The Guardian, another liberal British newspaper, said in an editorial that the U.S. refusal to accept Cuban and Iranian
inspectors in a team due to inspect U.S. chemical-weapons facilities was
justified by "precisely the same argument used by Baghdad about the
preponderance of US--and British--inspectors on the team now in dispute." The
impression of double standards being applied was particularly strong where it
did most damage--in the Middle East, the Guardian concluded. The
Egyptian Foreign Minister, Amr Moussa, told Le Monde in an interview
that "nothing can justify the military option."
The
Times of London,
which led its front page with a story about an astonishing secret alliance
between Iraq and Iran to oppose the United States, said in an editorial that
Blair was neither "an American poodle nor the EU's lapdog," and that he
couldn't be the toast of both Bill Clinton and continental Europe. A European
foreign and security policy, it said, would be insular and isolationist and
would invariably prefer appeasement to intervention. "The President should note
that the special relationship cannot be reconciled with the creation of a
European state that includes this country," it said. In the conservative
tabloid the Express , former Conservative Prime Minister John Major wrote
an article supporting Blair.
The conservative Daily Telegraph published
an article by former U.S. Assistant Secretary of Defense Richard Perle
proposing that the West recognize and arm a provisional Iraqi government to
overthrow the Ba'ath regime, and ran an editorial supporting him under the
headline "Target Saddam." Thursday, the Telegraph carried a front-page
report by its resident conservative conspiracy theorist, Ambrose
Evans-Pritchard, that former White House Director of Special Projects and
Special Needs Robyn Dickey had been "transferred abruptly to a job at the
Defence Department after she was named as a long-standing lover of President
Clinton in Paula Jones's sexual harassment lawsuit."
In an editorial, the
Telegraph blasted Tina Brown, the British editor of The
New
Yorker , for her sycophantic treatment of Clinton and Blair.
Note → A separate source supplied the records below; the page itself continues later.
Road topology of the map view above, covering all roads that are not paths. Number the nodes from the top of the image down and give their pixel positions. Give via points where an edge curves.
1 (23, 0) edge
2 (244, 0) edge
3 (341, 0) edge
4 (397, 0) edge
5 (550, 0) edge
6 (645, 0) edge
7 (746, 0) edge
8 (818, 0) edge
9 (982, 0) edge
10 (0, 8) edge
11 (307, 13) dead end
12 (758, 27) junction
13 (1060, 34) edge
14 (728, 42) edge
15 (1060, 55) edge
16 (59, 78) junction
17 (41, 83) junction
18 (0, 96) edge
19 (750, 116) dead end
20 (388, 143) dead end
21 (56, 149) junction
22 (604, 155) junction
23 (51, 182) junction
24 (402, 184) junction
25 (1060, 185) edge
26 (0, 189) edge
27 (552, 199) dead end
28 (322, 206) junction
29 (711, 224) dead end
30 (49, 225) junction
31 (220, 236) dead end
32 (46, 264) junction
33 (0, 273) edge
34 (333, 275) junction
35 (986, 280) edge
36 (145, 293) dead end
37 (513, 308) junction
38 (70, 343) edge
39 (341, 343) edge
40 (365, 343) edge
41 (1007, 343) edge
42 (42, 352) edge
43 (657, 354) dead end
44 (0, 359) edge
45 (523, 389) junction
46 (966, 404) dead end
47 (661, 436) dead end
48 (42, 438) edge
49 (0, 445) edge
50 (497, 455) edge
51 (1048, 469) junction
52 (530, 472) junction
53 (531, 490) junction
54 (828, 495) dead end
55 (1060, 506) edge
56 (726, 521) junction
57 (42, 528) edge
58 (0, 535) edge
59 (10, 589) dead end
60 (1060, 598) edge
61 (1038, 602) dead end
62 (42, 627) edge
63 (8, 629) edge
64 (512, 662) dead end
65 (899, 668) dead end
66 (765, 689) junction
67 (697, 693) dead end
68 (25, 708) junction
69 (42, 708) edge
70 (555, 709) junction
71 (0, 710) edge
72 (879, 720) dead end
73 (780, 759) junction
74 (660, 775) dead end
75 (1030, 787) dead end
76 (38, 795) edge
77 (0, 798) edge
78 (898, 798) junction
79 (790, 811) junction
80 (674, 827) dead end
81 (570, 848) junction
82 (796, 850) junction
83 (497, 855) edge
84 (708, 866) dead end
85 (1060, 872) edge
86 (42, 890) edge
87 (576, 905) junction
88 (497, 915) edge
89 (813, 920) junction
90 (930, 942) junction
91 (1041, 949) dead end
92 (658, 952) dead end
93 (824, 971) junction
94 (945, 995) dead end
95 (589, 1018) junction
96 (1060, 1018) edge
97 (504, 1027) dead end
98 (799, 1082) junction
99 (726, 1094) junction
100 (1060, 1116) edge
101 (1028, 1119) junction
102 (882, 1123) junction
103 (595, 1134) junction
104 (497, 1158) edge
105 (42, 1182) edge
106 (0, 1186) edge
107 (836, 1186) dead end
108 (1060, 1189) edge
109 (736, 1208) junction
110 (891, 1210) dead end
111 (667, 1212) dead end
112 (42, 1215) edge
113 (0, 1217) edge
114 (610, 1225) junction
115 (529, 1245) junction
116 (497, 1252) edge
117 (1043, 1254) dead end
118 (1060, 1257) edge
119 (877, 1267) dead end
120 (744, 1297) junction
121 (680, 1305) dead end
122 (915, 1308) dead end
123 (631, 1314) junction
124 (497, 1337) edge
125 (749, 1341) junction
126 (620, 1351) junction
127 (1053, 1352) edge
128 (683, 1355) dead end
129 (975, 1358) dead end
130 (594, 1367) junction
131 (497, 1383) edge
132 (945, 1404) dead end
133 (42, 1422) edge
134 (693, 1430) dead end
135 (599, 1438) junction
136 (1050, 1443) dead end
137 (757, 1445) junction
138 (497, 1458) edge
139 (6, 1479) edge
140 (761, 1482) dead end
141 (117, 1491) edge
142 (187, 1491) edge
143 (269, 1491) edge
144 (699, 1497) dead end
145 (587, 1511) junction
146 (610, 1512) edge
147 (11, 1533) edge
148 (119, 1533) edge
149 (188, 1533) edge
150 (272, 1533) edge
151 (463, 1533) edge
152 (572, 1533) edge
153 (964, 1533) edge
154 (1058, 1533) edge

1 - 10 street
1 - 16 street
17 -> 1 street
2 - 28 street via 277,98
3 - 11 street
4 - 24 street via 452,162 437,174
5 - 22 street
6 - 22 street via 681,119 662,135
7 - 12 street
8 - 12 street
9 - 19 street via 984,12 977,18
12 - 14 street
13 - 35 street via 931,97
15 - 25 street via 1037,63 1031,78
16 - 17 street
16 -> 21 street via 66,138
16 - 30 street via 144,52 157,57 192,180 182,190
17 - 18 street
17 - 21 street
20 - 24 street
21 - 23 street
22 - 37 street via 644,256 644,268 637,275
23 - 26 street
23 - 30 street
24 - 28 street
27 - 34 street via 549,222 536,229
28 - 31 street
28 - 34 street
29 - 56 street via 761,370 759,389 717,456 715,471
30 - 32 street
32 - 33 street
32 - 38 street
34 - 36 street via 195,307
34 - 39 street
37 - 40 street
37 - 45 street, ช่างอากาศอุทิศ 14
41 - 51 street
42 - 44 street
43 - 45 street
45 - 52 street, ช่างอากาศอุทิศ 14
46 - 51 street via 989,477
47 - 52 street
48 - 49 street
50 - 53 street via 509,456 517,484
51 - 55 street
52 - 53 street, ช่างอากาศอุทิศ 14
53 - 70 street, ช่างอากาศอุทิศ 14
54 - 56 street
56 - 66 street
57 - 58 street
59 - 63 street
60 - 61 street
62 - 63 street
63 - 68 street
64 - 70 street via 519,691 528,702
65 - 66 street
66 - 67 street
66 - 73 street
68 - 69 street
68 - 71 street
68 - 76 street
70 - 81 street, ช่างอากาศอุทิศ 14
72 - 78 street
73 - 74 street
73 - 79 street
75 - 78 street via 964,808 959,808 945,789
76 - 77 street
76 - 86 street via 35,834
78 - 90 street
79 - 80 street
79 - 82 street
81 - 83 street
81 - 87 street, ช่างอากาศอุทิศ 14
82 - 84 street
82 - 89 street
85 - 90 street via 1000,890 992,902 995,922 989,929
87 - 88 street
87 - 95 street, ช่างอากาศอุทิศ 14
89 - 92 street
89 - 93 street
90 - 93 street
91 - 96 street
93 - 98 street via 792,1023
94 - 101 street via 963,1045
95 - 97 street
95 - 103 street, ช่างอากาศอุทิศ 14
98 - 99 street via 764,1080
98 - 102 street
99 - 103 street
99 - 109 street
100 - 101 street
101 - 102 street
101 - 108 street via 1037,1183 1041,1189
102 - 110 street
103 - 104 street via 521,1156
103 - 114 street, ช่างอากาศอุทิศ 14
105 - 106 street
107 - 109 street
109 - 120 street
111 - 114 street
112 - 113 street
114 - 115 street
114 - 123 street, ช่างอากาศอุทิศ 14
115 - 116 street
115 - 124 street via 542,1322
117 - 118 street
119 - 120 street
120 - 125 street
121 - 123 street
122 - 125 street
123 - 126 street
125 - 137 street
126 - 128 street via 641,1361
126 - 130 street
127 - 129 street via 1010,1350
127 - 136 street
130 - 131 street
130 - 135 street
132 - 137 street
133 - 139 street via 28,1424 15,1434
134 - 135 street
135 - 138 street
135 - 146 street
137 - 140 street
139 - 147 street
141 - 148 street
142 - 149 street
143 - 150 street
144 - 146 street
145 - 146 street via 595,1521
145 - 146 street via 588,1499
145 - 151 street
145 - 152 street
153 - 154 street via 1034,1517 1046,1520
Under the headline "Tina-bopping," the newspaper quoted from an article she had
written for her own magazine about the White House dinner for the British prime
minister, accusing her of "sheer gush" and "babbling soppiness" toward both him
and his host, the president. "Come back and help our 'clever, young and
unsullied' prime minister in his desperate struggle to keep Labour trendy after
nine months in power," it said. "Come back and bathe him in the balm of your
adjectives."
In the French and Italian
press, many column inches were devoted to Robert De Niro's interrogation as a
witness by a Paris magistrate in connection with an international call-girl
scandal, and in the British press much space was given to Mohammed Al Fayed's
interview with the tabloid Daily Mirror saying he believed that the deaths of his son
Dodi and his friend Princess Diana had been the result of a "conspiracy."